Work to be completed
Retype the records below exactly. Leave nothing out.

Source material
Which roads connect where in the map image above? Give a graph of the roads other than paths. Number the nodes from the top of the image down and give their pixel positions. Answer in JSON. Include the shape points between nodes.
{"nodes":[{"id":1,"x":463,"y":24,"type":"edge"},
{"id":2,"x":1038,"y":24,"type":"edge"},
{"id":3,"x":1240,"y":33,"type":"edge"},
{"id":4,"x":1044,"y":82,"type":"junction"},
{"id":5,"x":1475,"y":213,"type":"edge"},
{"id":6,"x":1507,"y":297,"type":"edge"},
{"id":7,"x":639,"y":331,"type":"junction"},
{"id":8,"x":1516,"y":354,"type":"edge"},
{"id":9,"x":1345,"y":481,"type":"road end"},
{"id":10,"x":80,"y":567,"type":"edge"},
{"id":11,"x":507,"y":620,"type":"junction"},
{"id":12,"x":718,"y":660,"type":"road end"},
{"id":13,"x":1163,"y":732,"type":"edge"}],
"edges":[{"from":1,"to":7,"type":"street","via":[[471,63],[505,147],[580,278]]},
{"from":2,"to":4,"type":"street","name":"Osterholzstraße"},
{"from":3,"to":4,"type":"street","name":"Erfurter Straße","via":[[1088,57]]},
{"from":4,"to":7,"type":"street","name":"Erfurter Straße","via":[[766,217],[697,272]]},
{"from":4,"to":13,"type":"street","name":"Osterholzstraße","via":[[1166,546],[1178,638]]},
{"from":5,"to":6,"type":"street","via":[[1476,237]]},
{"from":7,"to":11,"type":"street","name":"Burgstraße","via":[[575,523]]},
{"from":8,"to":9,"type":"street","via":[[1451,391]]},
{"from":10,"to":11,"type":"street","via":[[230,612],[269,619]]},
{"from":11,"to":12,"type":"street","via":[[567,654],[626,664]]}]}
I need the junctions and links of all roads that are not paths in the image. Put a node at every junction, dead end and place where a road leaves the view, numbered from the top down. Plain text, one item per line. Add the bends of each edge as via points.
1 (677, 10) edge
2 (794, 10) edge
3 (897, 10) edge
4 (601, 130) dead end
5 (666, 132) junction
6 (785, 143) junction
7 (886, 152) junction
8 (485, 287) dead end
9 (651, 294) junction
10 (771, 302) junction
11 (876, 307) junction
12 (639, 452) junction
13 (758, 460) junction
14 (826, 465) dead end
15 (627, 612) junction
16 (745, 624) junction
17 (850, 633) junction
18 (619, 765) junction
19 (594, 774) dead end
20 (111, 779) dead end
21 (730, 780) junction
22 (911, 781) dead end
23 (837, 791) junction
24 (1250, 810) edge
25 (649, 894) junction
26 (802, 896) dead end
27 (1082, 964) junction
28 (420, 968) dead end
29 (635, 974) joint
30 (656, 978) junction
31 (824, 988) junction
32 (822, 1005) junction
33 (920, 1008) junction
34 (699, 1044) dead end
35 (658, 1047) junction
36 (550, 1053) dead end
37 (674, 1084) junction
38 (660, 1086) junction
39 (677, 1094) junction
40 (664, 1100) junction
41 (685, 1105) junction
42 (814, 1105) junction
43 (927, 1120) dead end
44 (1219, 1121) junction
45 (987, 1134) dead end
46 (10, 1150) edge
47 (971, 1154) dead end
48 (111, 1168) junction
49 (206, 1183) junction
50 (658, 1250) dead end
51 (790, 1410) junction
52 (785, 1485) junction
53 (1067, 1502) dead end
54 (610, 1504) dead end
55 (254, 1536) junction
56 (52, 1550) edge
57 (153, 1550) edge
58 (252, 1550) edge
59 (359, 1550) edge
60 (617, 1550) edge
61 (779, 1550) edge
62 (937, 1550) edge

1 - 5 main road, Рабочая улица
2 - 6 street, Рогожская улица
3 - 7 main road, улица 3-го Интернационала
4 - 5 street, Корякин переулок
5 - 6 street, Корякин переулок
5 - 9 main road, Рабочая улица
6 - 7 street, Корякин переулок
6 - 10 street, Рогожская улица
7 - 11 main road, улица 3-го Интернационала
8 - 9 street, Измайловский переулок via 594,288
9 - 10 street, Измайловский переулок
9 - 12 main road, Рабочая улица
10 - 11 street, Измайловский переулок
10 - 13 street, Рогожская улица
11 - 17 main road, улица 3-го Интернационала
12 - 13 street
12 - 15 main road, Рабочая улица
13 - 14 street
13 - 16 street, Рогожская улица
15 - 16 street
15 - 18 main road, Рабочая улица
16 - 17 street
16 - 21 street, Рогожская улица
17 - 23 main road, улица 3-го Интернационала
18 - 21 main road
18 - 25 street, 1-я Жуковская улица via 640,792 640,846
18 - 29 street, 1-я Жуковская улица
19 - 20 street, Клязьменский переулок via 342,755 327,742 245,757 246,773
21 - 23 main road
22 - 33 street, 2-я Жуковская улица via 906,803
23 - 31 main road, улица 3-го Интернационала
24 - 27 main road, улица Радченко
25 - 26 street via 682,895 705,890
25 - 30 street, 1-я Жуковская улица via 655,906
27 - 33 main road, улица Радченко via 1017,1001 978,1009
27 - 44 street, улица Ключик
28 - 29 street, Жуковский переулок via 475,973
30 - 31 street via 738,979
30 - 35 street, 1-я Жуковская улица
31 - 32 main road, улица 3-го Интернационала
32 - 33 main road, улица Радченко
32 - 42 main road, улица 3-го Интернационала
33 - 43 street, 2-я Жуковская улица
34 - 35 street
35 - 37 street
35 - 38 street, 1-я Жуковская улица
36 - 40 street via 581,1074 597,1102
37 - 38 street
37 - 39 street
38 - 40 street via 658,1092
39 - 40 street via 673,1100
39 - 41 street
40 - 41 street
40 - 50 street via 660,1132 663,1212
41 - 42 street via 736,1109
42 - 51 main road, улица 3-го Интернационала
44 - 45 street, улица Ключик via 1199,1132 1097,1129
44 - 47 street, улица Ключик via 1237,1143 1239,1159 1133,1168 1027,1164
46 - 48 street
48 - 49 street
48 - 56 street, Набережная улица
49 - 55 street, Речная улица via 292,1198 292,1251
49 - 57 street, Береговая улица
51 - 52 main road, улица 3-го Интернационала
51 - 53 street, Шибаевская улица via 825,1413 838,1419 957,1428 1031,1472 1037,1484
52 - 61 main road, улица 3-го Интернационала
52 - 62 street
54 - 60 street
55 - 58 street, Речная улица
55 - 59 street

Answer section
Which roads connect where in the map image above? Give a graph of the roads other than paths. Number the nodes from the top of the image down and give their pixel positions. Answer in JSON. Include the shape points between nodes.
{"nodes":[{"id":1,"x":463,"y":24,"type":"edge"},
{"id":2,"x":1038,"y":24,"type":"edge"},
{"id":3,"x":1240,"y":33,"type":"edge"},
{"id":4,"x":1044,"y":82,"type":"junction"},
{"id":5,"x":1475,"y":213,"type":"edge"},
{"id":6,"x":1507,"y":297,"type":"edge"},
{"id":7,"x":639,"y":331,"type":"junction"},
{"id":8,"x":1516,"y":354,"type":"edge"},
{"id":9,"x":1345,"y":481,"type":"road end"},
{"id":10,"x":80,"y":567,"type":"edge"},
{"id":11,"x":507,"y":620,"type":"junction"},
{"id":12,"x":718,"y":660,"type":"road end"},
{"id":13,"x":1163,"y":732,"type":"edge"}],
"edges":[{"from":1,"to":7,"type":"street","via":[[471,63],[505,147],[580,278]]},
{"from":2,"to":4,"type":"street","name":"Osterholzstraße"},
{"from":3,"to":4,"type":"street","name":"Erfurter Straße","via":[[1088,57]]},
{"from":4,"to":7,"type":"street","name":"Erfurter Straße","via":[[766,217],[697,272]]},
{"from":4,"to":13,"type":"street","name":"Osterholzstraße","via":[[1166,546],[1178,638]]},
{"from":5,"to":6,"type":"street","via":[[1476,237]]},
{"from":7,"to":11,"type":"street","name":"Burgstraße","via":[[575,523]]},
{"from":8,"to":9,"type":"street","via":[[1451,391]]},
{"from":10,"to":11,"type":"street","via":[[230,612],[269,619]]},
{"from":11,"to":12,"type":"street","via":[[567,654],[626,664]]}]}
I need the junctions and links of all roads that are not paths in the image. Put a node at every junction, dead end and place where a road leaves the view, numbered from the top down. Plain text, one item per line. Add the bends of each edge as via points.
1 (677, 10) edge
2 (794, 10) edge
3 (897, 10) edge
4 (601, 130) dead end
5 (666, 132) junction
6 (785, 143) junction
7 (886, 152) junction
8 (485, 287) dead end
9 (651, 294) junction
10 (771, 302) junction
11 (876, 307) junction
12 (639, 452) junction
13 (758, 460) junction
14 (826, 465) dead end
15 (627, 612) junction
16 (745, 624) junction
17 (850, 633) junction
18 (619, 765) junction
19 (594, 774) dead end
20 (111, 779) dead end
21 (730, 780) junction
22 (911, 781) dead end
23 (837, 791) junction
24 (1250, 810) edge
25 (649, 894) junction
26 (802, 896) dead end
27 (1082, 964) junction
28 (420, 968) dead end
29 (635, 974) joint
30 (656, 978) junction
31 (824, 988) junction
32 (822, 1005) junction
33 (920, 1008) junction
34 (699, 1044) dead end
35 (658, 1047) junction
36 (550, 1053) dead end
37 (674, 1084) junction
38 (660, 1086) junction
39 (677, 1094) junction
40 (664, 1100) junction
41 (685, 1105) junction
42 (814, 1105) junction
43 (927, 1120) dead end
44 (1219, 1121) junction
45 (987, 1134) dead end
46 (10, 1150) edge
47 (971, 1154) dead end
48 (111, 1168) junction
49 (206, 1183) junction
50 (658, 1250) dead end
51 (790, 1410) junction
52 (785, 1485) junction
53 (1067, 1502) dead end
54 (610, 1504) dead end
55 (254, 1536) junction
56 (52, 1550) edge
57 (153, 1550) edge
58 (252, 1550) edge
59 (359, 1550) edge
60 (617, 1550) edge
61 (779, 1550) edge
62 (937, 1550) edge

1 - 5 main road, Рабочая улица
2 - 6 street, Рогожская улица
3 - 7 main road, улица 3-го Интернационала
4 - 5 street, Корякин переулок
5 - 6 street, Корякин переулок
5 - 9 main road, Рабочая улица
6 - 7 street, Корякин переулок
6 - 10 street, Рогожская улица
7 - 11 main road, улица 3-го Интернационала
8 - 9 street, Измайловский переулок via 594,288
9 - 10 street, Измайловский переулок
9 - 12 main road, Рабочая улица
10 - 11 street, Измайловский переулок
10 - 13 street, Рогожская улица
11 - 17 main road, улица 3-го Интернационала
12 - 13 street
12 - 15 main road, Рабочая улица
13 - 14 street
13 - 16 street, Рогожская улица
15 - 16 street
15 - 18 main road, Рабочая улица
16 - 17 street
16 - 21 street, Рогожская улица
17 - 23 main road, улица 3-го Интернационала
18 - 21 main road
18 - 25 street, 1-я Жуковская улица via 640,792 640,846
18 - 29 street, 1-я Жуковская улица
19 - 20 street, Клязьменский переулок via 342,755 327,742 245,757 246,773
21 - 23 main road
22 - 33 street, 2-я Жуковская улица via 906,803
23 - 31 main road, улица 3-го Интернационала
24 - 27 main road, улица Радченко
25 - 26 street via 682,895 705,890
25 - 30 street, 1-я Жуковская улица via 655,906
27 - 33 main road, улица Радченко via 1017,1001 978,1009
27 - 44 street, улица Ключик
28 - 29 street, Жуковский переулок via 475,973
30 - 31 street via 738,979
30 - 35 street, 1-я Жуковская улица
31 - 32 main road, улица 3-го Интернационала
32 - 33 main road, улица Радченко
32 - 42 main road, улица 3-го Интернационала
33 - 43 street, 2-я Жуковская улица
34 - 35 street
35 - 37 street
35 - 38 street, 1-я Жуковская улица
36 - 40 street via 581,1074 597,1102
37 - 38 street
37 - 39 street
38 - 40 street via 658,1092
39 - 40 street via 673,1100
39 - 41 street
40 - 41 street
40 - 50 street via 660,1132 663,1212
41 - 42 street via 736,1109
42 - 51 main road, улица 3-го Интернационала
44 - 45 street, улица Ключик via 1199,1132 1097,1129
44 - 47 street, улица Ключик via 1237,1143 1239,1159 1133,1168 1027,1164
46 - 48 street
48 - 49 street
48 - 56 street, Набережная улица
49 - 55 street, Речная улица via 292,1198 292,1251
49 - 57 street, Береговая улица
51 - 52 main road, улица 3-го Интернационала
51 - 53 street, Шибаевская улица via 825,1413 838,1419 957,1428 1031,1472 1037,1484
52 - 61 main road, улица 3-го Интернационала
52 - 62 street
54 - 60 street
55 - 58 street, Речная улица
55 - 59 street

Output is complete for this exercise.